Zudem wollen die künftigen Regierungsparteien die humanitären Aufnahmeprogramme wie z.B. das für Ortskräfte und Menschenrechtler aus Afghanistan beenden. Das kommt überraschend, bieten diese Programme doch auch die so sehr gewünschten Steuerungsmöglichkeiten von Migration; nun aber sind die Betroffenen auf Schleuser angewiesen. Für Amnesty International ist die Beendigung der Programme „unvereinbar mit dem angeblichen Bekenntnis zu Menschenrechten“.

Für neu ankommende ukrainische Flüchtlinge sieht der Koalitionsvertrag eine Herunterstufung auf Flüchtlinge 3. Klasse vor.
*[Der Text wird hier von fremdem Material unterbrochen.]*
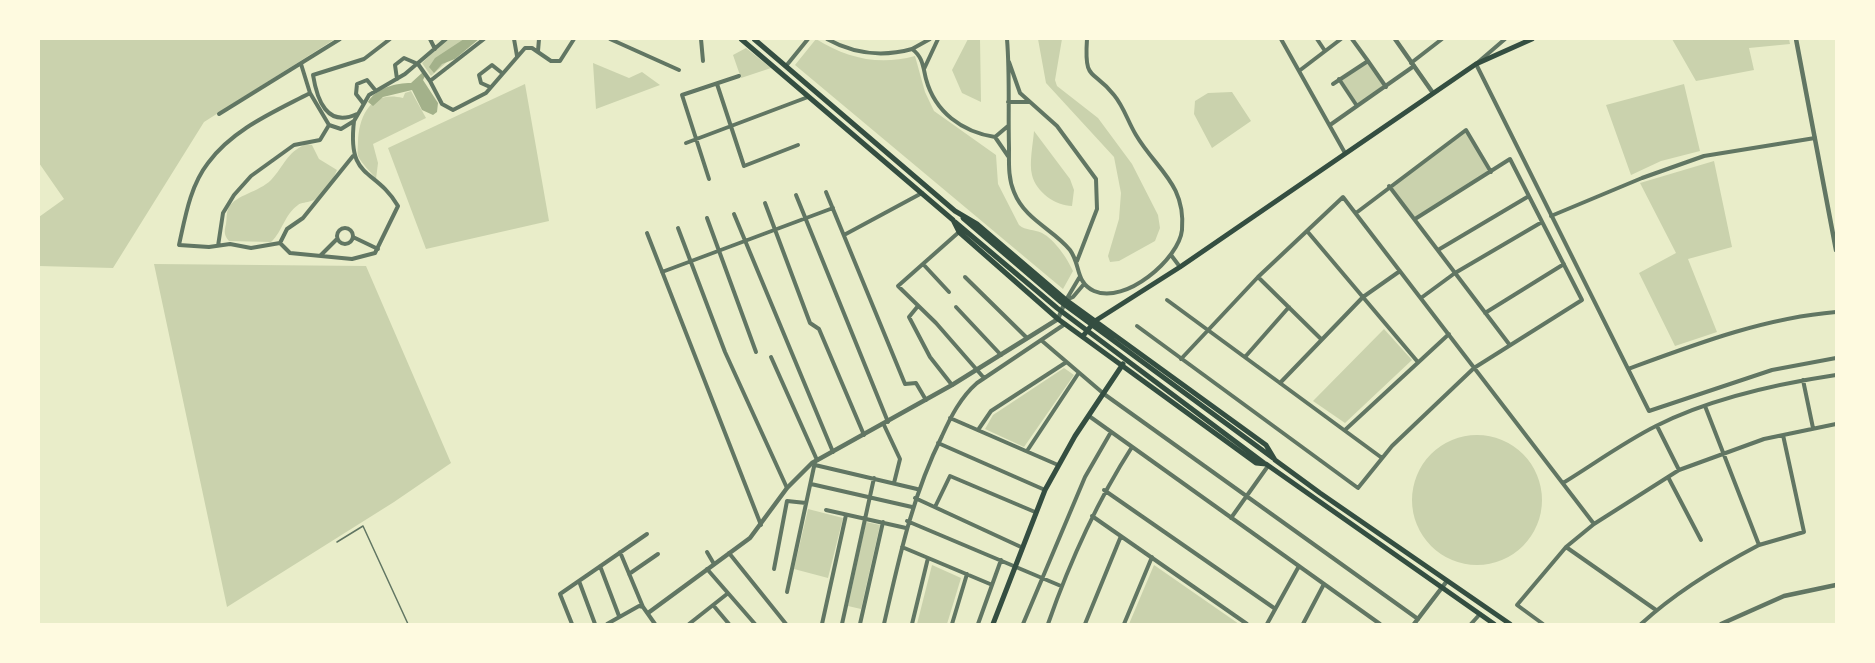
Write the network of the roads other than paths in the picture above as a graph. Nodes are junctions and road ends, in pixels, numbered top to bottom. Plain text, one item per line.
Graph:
1 (340, 39) edge
2 (390, 39) edge
3 (430, 39) edge
4 (446, 39) edge
5 (484, 39) edge
6 (514, 39) edge
7 (539, 39) edge
8 (574, 39) edge
9 (610, 39) edge
10 (701, 39) edge
11 (741, 39) edge
12 (754, 39) edge
13 (808, 39) edge
14 (827, 39) edge
15 (930, 39) edge
16 (938, 39) edge
17 (1007, 39) edge
18 (1087, 39) edge
19 (1281, 39) edge
20 (1317, 39) edge
21 (1341, 39) edge
22 (1352, 39) edge
23 (1395, 39) edge
24 (1505, 39) edge
25 (1532, 39) edge
26 (1796, 39) edge
27 (1440, 40) edge
28 (1511, 47) junction
29 (435, 50) junction
30 (912, 50) junction
31 (538, 51) junction
32 (1325, 51) junction
33 (517, 56) junction
34 (1008, 59) junction
35 (1368, 61) junction
36 (703, 62) dead end
37 (301, 64) junction
38 (418, 64) junction
39 (1413, 64) junction
40 (1476, 64) junction
41 (785, 67) junction
42 (679, 70) dead end
43 (924, 70) junction
44 (1299, 70) junction
45 (502, 73) junction
46 (739, 76) dead end
47 (397, 79) junction
48 (1340, 79) junction
49 (430, 81) junction
50 (717, 84) junction
51 (1333, 84) dead end
52 (490, 87) junction
53 (1386, 87) junction
54 (376, 91) junction
55 (310, 93) junction
56 (1433, 93) junction
57 (808, 96) junction
58 (317, 100) junction
59 (1008, 102) junction
60 (1030, 102) junction
61 (363, 103) junction
62 (1357, 106) junction
63 (219, 114) dead end
64 (358, 114) junction
65 (354, 121) junction
66 (329, 125) junction
67 (1330, 125) junction
68 (731, 126) junction
69 (1008, 126) junction
70 (995, 137) junction
71 (1816, 138) junction
72 (696, 139) junction
73 (686, 143) dead end
74 (798, 145) dead end
75 (1345, 153) junction
76 (353, 156) junction
77 (1009, 158) junction
78 (1491, 172) junction
79 (709, 179) dead end
80 (1389, 186) junction
81 (826, 192) dead end
82 (922, 194) junction
83 (796, 195) dead end
84 (1529, 196) junction
85 (765, 203) dead end
86 (833, 208) junction
87 (1356, 213) junction
88 (734, 214) dead end
89 (1551, 216) junction
90 (707, 218) dead end
91 (805, 218) junction
92 (1414, 219) junction
93 (953, 220) junction
94 (1542, 222) junction
95 (678, 228) dead end
96 (775, 230) junction
97 (1307, 231) junction
98 (959, 232) junction
99 (647, 233) dead end
100 (844, 235) junction
101 (353, 237) junction
102 (338, 239) junction
103 (745, 241) junction
104 (280, 243) junction
105 (218, 246) junction
106 (378, 249) junction
107 (719, 250) junction
108 (1438, 250) junction
109 (1836, 250) edge
110 (1171, 255) junction
111 (320, 256) junction
112 (691, 261) junction
113 (1077, 261) junction
114 (923, 264) junction
115 (1564, 264) junction
116 (1180, 267) junction
117 (1400, 271) junction
118 (662, 272) junction
119 (1455, 273) junction
120 (965, 277) dead end
121 (1258, 277) junction
122 (1079, 278) junction
123 (1084, 284) junction
124 (949, 292) dead end
125 (1364, 297) junction
126 (1421, 298) junction
127 (1167, 300) dead end
128 (1061, 303) junction
129 (918, 306) junction
130 (956, 307) dead end
131 (1289, 307) junction
132 (1836, 312) edge
133 (1485, 313) junction
134 (1059, 319) junction
135 (1095, 321) junction
136 (1066, 324) junction
137 (1137, 326) dead end
138 (1208, 330) junction
139 (1449, 334) junction
140 (1083, 336) junction
141 (1028, 338) junction
142 (1321, 339) junction
143 (1041, 340) junction
144 (1509, 344) junction
145 (1134, 348) junction
146 (756, 352) dead end
147 (1001, 354) junction
148 (771, 357) dead end
149 (1245, 357) junction
150 (1836, 358) edge
151 (1181, 359) junction
152 (1417, 361) junction
153 (1065, 363) junction
154 (1123, 365) junction
155 (1474, 368) junction
156 (977, 369) junction
157 (1628, 369) junction
158 (1078, 374) junction
159 (1836, 375) edge
160 (984, 378) junction
161 (1803, 380) junction
162 (1280, 383) junction
163 (952, 385) junction
164 (1104, 394) junction
165 (926, 400) junction
166 (1705, 406) junction
167 (1089, 416) junction
168 (950, 418) junction
169 (886, 423) junction
170 (1836, 424) edge
171 (1656, 426) junction
172 (1813, 428) junction
173 (978, 430) junction
174 (1345, 430) junction
175 (1111, 432) junction
176 (864, 435) junction
177 (1783, 435) junction
178 (938, 443) junction
179 (1132, 447) junction
180 (1724, 451) junction
181 (832, 452) junction
182 (1027, 452) junction
183 (1382, 458) junction
184 (1275, 460) junction
185 (816, 462) junction
186 (1058, 465) junction
187 (1267, 465) junction
188 (1679, 470) junction
189 (1668, 477) junction
190 (874, 478) junction
191 (894, 483) junction
192 (1563, 483) junction
193 (811, 484) junction
194 (787, 488) junction
195 (918, 489) junction
196 (1045, 490) junction
197 (1104, 490) junction
198 (1247, 495) junction
199 (869, 498) junction
200 (915, 498) junction
201 (806, 503) junction
202 (912, 507) junction
203 (935, 507) junction
204 (826, 510) dead end
205 (1035, 512) junction
206 (846, 515) junction
207 (1092, 516) junction
208 (865, 518) junction
209 (1231, 518) junction
210 (908, 521) junction
211 (883, 522) junction
212 (1594, 524) junction
213 (761, 525) junction
214 (906, 528) junction
215 (647, 534) dead end
216 (1121, 536) junction
217 (1701, 540) dead end
218 (337, 542) dead end
219 (1759, 545) junction
220 (902, 547) junction
221 (1021, 547) junction
222 (1566, 547) junction
223 (620, 552) junction
224 (707, 552) dead end
225 (729, 553) junction
226 (658, 555) dead end
227 (928, 557) junction
228 (1152, 557) junction
229 (1001, 560) junction
230 (714, 564) junction
231 (600, 566) junction
232 (1014, 566) junction
233 (1299, 566) junction
234 (707, 569) junction
235 (774, 569) dead end
236 (629, 574) junction
237 (967, 574) junction
238 (1041, 577) junction
239 (579, 581) junction
240 (1447, 582) junction
241 (990, 584) junction
242 (1324, 584) junction
243 (1836, 585) edge
244 (1061, 586) junction
245 (1443, 588) junction
246 (787, 592) dead end
247 (727, 594) junction
248 (713, 605) junction
249 (643, 607) junction
250 (1274, 608) junction
251 (1656, 610) junction
252 (648, 613) junction
253 (1480, 614) junction
254 (619, 616) junction
255 (1370, 617) junction
256 (1416, 622) edge
257 (408, 624) edge
258 (572, 624) edge
259 (595, 624) edge
260 (607, 624) edge
261 (655, 624) edge
262 (689, 624) edge
263 (729, 624) edge
264 (755, 624) edge
265 (786, 624) edge
266 (822, 624) edge
267 (842, 624) edge
268 (860, 624) edge
269 (884, 624) edge
270 (912, 624) edge
271 (952, 624) edge
272 (978, 624) edge
273 (993, 624) edge
274 (1023, 624) edge
275 (1048, 624) edge
276 (1085, 624) edge
277 (1124, 624) edge
278 (1247, 624) edge
279 (1267, 624) edge
280 (1303, 624) edge
281 (1366, 624) edge
282 (1380, 624) edge
283 (1472, 624) edge
284 (1494, 624) edge
285 (1510, 624) edge
286 (1543, 624) edge
287 (1641, 624) edge
288 (1721, 624) edge

1 - 37 street
2 - 58 street
3 - 29 street
4 - 29 street
5 - 49 street
6 - 33 street
7 - 31 street
8 - 31 street
9 - 42 street
10 - 36 street
11 - 57 main road
12 - 41 main road
13 - 41 street
14 - 30 street
15 - 30 street
16 - 43 street
17 - 34 street
18 - 110 street
19 - 44 street
20 - 32 street
21 - 32 street
22 - 35 street
23 - 39 street
24 - 28 street
24 - 40 street
25 - 28 main road
26 - 71 street
27 - 39 street
28 - 40 main road
29 - 38 street
30 - 43 street
31 - 33 street
32 - 44 street
33 - 45 street
34 - 59 street
34 - 60 street
35 - 48 street
35 - 53 street
37 - 55 street
37 - 63 street
38 - 47 street
38 - 47 street
38 - 49 street
39 - 53 street
39 - 56 street
40 - 56 main road
40 - 89 street
41 - 128 main road
43 - 70 street
44 - 67 street
45 - 52 street
45 - 52 street
46 - 50 street
47 - 54 street
48 - 51 street
48 - 62 street
49 - 52 street
50 - 68 street
50 - 72 street
53 - 62 street
54 - 61 street
54 - 61 street
55 - 58 street
55 - 105 street
56 - 75 main road
57 - 68 street
57 - 82 main road
58 - 64 street
58 - 66 street
59 - 60 street
59 - 69 street
60 - 113 street
61 - 64 street
62 - 67 street
64 - 65 street
65 - 66 street
65 - 76 street
66 - 105 street
67 - 75 street
68 - 72 street
68 - 74 street
69 - 70 street
69 - 77 street
70 - 77 street
71 - 89 street
71 - 109 street
72 - 73 street
72 - 79 street
75 - 116 main road
76 - 104 street
76 - 106 street
77 - 113 street
78 - 80 street
78 - 84 street
78 - 92 street
80 - 87 street
80 - 92 street
81 - 86 street
82 - 93 main road
82 - 100 street
83 - 91 street
84 - 94 street
84 - 108 street
85 - 96 street
86 - 91 street
86 - 100 street
87 - 97 street
87 - 117 street
88 - 103 street
89 - 157 street
90 - 107 street
91 - 96 street
91 - 169 street
92 - 108 street
93 - 98 main road
93 - 128 main road
94 - 115 street
94 - 119 street
95 - 112 street
96 - 103 street
96 - 176 street
97 - 121 street
97 - 125 street
98 - 114 street
98 - 134 main road
99 - 118 street
100 - 165 street
101 - 102 street
101 - 102 street
101 - 106 street
102 - 111 street
103 - 107 street
103 - 181 street
104 - 105 street
104 - 111 street
106 - 111 street
107 - 112 street
107 - 146 street
108 - 119 street
110 - 116 street
110 - 123 street
112 - 118 street
112 - 194 street
113 - 122 street
114 - 124 street
114 - 129 street
115 - 133 street
115 - 144 street
116 - 135 main road
117 - 125 street
117 - 126 street
118 - 213 street
119 - 126 street
119 - 133 street
120 - 141 street
121 - 131 street
121 - 138 street
122 - 123 street
122 - 128 street
123 - 128 street
125 - 142 street
125 - 152 street
126 - 139 street
127 - 138 street
128 - 134 street
128 - 135 main road
128 - 184 main road
128 - 187 main road
129 - 156 street
129 - 163 street
130 - 147 street
131 - 142 street
131 - 149 street
132 - 157 street
133 - 144 street
134 - 136 main road
134 - 141 street
135 - 140 main road
135 - 145 main road
136 - 140 main road
136 - 143 street
137 - 151 street
138 - 149 street
138 - 151 street
139 - 152 street
139 - 155 street
140 - 154 main road
141 - 147 street
142 - 162 street
143 - 153 street
143 - 160 street
144 - 155 street
145 - 154 main road
145 - 184 main road
147 - 156 street
148 - 185 street
149 - 162 street
150 - 157 street
151 - 183 street
152 - 174 street
153 - 158 street
153 - 173 street
154 - 164 main road
154 - 187 main road
155 - 183 street
155 - 192 street
156 - 160 street
156 - 163 street
158 - 164 street
158 - 182 street
159 - 161 street
160 - 168 street
161 - 166 street
161 - 172 street
162 - 174 street
163 - 165 street
164 - 167 main road
164 - 198 street
165 - 169 street
166 - 171 street
166 - 180 street
167 - 175 street
167 - 186 main road
168 - 173 street
168 - 178 street
169 - 176 street
169 - 191 street
170 - 172 street
171 - 188 street
171 - 192 street
172 - 177 street
173 - 182 street
174 - 183 street
175 - 179 street
175 - 238 street
176 - 181 street
177 - 180 street
177 - 219 street
178 - 195 street
178 - 196 street
179 - 197 street
179 - 209 street
180 - 188 street
180 - 219 street
181 - 185 street
182 - 186 street
184 - 240 main road
185 - 190 street
185 - 193 street
185 - 194 street
186 - 196 main road
187 - 198 street
187 - 245 main road
188 - 189 street
189 - 212 street
189 - 217 street
190 - 191 street
190 - 199 street
191 - 195 street
192 - 212 street
193 - 199 street
193 - 201 street
194 - 213 street
195 - 200 street
196 - 205 main road
197 - 207 street
197 - 250 street
198 - 209 street
198 - 256 street
199 - 202 street
199 - 208 street
200 - 202 street
200 - 203 street
201 - 235 street
201 - 246 street
202 - 210 street
203 - 205 street
203 - 221 street
204 - 206 street
205 - 221 main road
206 - 208 street
206 - 266 street
207 - 216 street
207 - 244 street
208 - 211 street
208 - 267 street
209 - 233 street
210 - 214 street
210 - 229 street
211 - 214 street
211 - 268 street
212 - 222 street
213 - 225 street
214 - 220 street
215 - 223 street
216 - 228 street
216 - 276 street
218 - 257 lane
219 - 251 street
220 - 227 street
220 - 269 street
221 - 232 main road
222 - 251 street
222 - 286 street
223 - 231 street
223 - 236 street
224 - 230 street
225 - 230 street
225 - 265 street
226 - 236 street
227 - 237 street
227 - 270 street
228 - 277 street
228 - 278 street
229 - 232 street
229 - 241 street
230 - 234 street
231 - 239 street
231 - 254 street
232 - 238 street
232 - 273 main road
233 - 242 street
233 - 250 street
234 - 247 street
234 - 252 street
236 - 249 street
237 - 241 street
237 - 271 street
238 - 244 street
238 - 274 street
239 - 258 street
239 - 259 street
240 - 245 street
240 - 285 main road
241 - 272 street
242 - 255 street
242 - 280 street
243 - 288 street
244 - 275 street
245 - 253 main road
245 - 256 street
247 - 248 street
247 - 264 street
248 - 262 street
248 - 263 street
249 - 252 street
249 - 254 street
250 - 279 street
251 - 287 street
252 - 261 street
253 - 283 street
253 - 284 main road
254 - 260 street
255 - 281 street
255 - 282 street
Wurden sie bisher den anerkannten Flüchtlingen gleichgestellt, so bekommen sie jetzt nur noch die Leistungen des Asylbewerberleistungsgesetzes und auch das nur nach Bedürftigkeitsprüfung.

Die Asylverfahren sollen effizienter und schneller werden. Dazu soll der „Amtsermittlungsgrundsatz“ durch den „Beibringungsgrundsatz“ ersetzt werden. Das heißt, dass die Beweislast den Asylbewerbern aufgebürdet wird. Das hat bereits im Vorfeld heftige Kritik von Juristen ausgelöst.
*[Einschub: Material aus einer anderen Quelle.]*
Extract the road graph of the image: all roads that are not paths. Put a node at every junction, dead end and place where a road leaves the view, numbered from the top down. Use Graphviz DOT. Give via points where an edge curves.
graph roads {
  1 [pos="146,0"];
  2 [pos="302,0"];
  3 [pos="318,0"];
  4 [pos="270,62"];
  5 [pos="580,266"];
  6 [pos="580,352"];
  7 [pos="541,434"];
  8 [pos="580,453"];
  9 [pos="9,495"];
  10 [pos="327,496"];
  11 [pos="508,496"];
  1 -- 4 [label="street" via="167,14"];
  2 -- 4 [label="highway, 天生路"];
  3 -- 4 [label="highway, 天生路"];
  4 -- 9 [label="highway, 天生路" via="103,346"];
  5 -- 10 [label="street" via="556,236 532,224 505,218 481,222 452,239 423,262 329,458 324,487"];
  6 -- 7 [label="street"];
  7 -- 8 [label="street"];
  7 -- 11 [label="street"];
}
Überraschenderweise fehlt in dem Kapitel des Koalitionsvertrags jeglicher Hinweis auf die verpflichtende Bezahlkarte. Positiv ist weiterhin, dass Geflüchtete mit einem Schutzanspruch künftig „schneller und besser“ integriert werden. Dazu sollen die Arbeitsaufnahme erleichtert und Arbeitsverbote auf maximal drei Monate reduziert werden.

Wie so manche ihrer Vorgänger nimmt auch die vermutlich neue CDU-, CSU- und SPD-geführte Regierung beim Thema Migration den Mund etwas zu voll und verspricht Dinge, die sie aller Wahrscheinlichkeit nach nicht einhalten kann. Es wird ihr nicht gelingen, Migration so zu steuern, wie sie es vorgibt. Es wird ihr auch nicht helfen, wenn in einem anderen Kapitel des Vertrags wieder die Rede davon ist, dass Entwicklungspolitik Fluchtursachen bekämpfen soll. Dabei weiß jeder, der sich damit beschäftigt, dass sie in den besonders instabilen Ländern keine Auswirkungen auf die Zahl der Flüchtlinge hat; dass erfolgreiche Entwicklungspolitik langfristig sogar zu einem Anstieg regulärer Migration führt.

Wer beim Thema Flucht und Migration den Mund zu voll nimmt und Versprechen nicht einhalten kann, bedient das Geschäft der AfD – anstatt Rechtspopulismus offensiv anzugehen.